DATA FOR REVIEW:
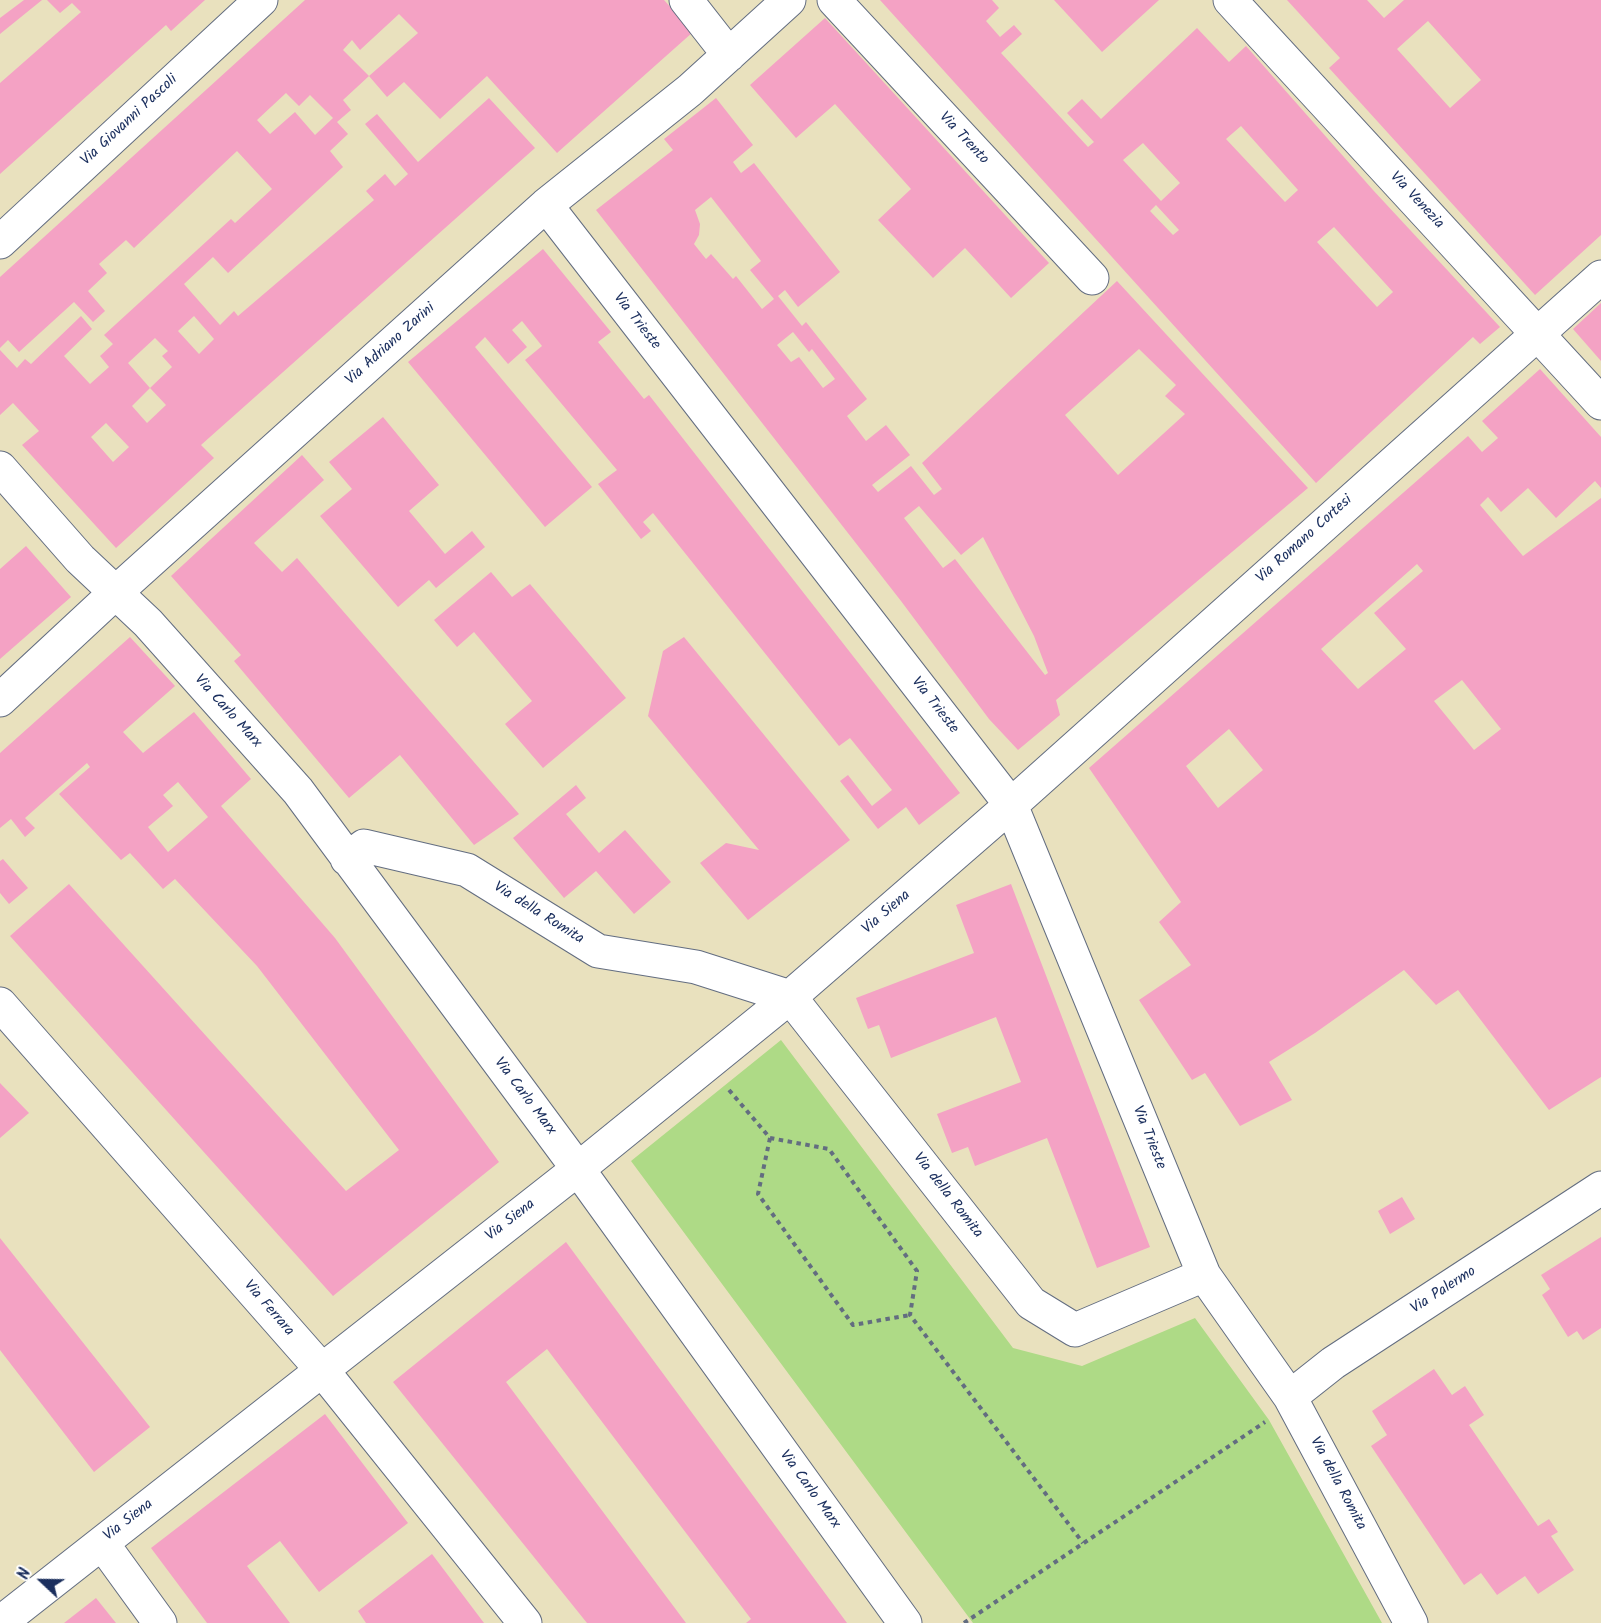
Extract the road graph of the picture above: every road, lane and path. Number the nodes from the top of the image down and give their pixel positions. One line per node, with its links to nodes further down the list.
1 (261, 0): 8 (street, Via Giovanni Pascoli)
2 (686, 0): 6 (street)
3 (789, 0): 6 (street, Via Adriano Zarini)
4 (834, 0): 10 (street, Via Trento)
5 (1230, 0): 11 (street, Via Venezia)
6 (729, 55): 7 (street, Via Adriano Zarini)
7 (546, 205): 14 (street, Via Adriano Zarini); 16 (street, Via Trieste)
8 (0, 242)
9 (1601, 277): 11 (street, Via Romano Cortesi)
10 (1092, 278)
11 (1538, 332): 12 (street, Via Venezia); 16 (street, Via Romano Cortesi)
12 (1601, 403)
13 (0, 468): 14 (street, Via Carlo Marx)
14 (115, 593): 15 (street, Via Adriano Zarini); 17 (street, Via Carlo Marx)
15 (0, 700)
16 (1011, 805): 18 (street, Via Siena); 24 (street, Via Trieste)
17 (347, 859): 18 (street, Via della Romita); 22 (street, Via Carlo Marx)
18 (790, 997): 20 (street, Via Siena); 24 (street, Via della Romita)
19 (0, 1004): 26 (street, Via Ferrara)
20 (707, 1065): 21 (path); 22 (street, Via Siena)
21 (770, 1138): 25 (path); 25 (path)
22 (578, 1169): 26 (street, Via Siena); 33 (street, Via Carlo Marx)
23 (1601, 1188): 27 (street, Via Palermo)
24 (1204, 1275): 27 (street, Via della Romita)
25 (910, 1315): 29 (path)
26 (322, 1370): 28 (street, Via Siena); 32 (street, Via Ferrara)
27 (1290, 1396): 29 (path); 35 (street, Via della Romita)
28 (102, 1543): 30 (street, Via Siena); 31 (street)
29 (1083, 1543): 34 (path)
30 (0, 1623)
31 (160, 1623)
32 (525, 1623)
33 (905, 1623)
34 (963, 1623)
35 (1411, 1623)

WHAT YOU HAVE TO DO: When you repeat the listing, keep it exact and leave the pictures behind.

WRITTEN SOLUTION:
Extract the road graph of the picture above: every road, lane and path. Number the nodes from the top of the image down and give their pixel positions. One line per node, with its links to nodes further down the list.
1 (261, 0): 8 (street, Via Giovanni Pascoli)
2 (686, 0): 6 (street)
3 (789, 0): 6 (street, Via Adriano Zarini)
4 (834, 0): 10 (street, Via Trento)
5 (1230, 0): 11 (street, Via Venezia)
6 (729, 55): 7 (street, Via Adriano Zarini)
7 (546, 205): 14 (street, Via Adriano Zarini); 16 (street, Via Trieste)
8 (0, 242)
9 (1601, 277): 11 (street, Via Romano Cortesi)
10 (1092, 278)
11 (1538, 332): 12 (street, Via Venezia); 16 (street, Via Romano Cortesi)
12 (1601, 403)
13 (0, 468): 14 (street, Via Carlo Marx)
14 (115, 593): 15 (street, Via Adriano Zarini); 17 (street, Via Carlo Marx)
15 (0, 700)
16 (1011, 805): 18 (street, Via Siena); 24 (street, Via Trieste)
17 (347, 859): 18 (street, Via della Romita); 22 (street, Via Carlo Marx)
18 (790, 997): 20 (street, Via Siena); 24 (street, Via della Romita)
19 (0, 1004): 26 (street, Via Ferrara)
20 (707, 1065): 21 (path); 22 (street, Via Siena)
21 (770, 1138): 25 (path); 25 (path)
22 (578, 1169): 26 (street, Via Siena); 33 (street, Via Carlo Marx)
23 (1601, 1188): 27 (street, Via Palermo)
24 (1204, 1275): 27 (street, Via della Romita)
25 (910, 1315): 29 (path)
26 (322, 1370): 28 (street, Via Siena); 32 (street, Via Ferrara)
27 (1290, 1396): 29 (path); 35 (street, Via della Romita)
28 (102, 1543): 30 (street, Via Siena); 31 (street)
29 (1083, 1543): 34 (path)
30 (0, 1623)
31 (160, 1623)
32 (525, 1623)
33 (905, 1623)
34 (963, 1623)
35 (1411, 1623)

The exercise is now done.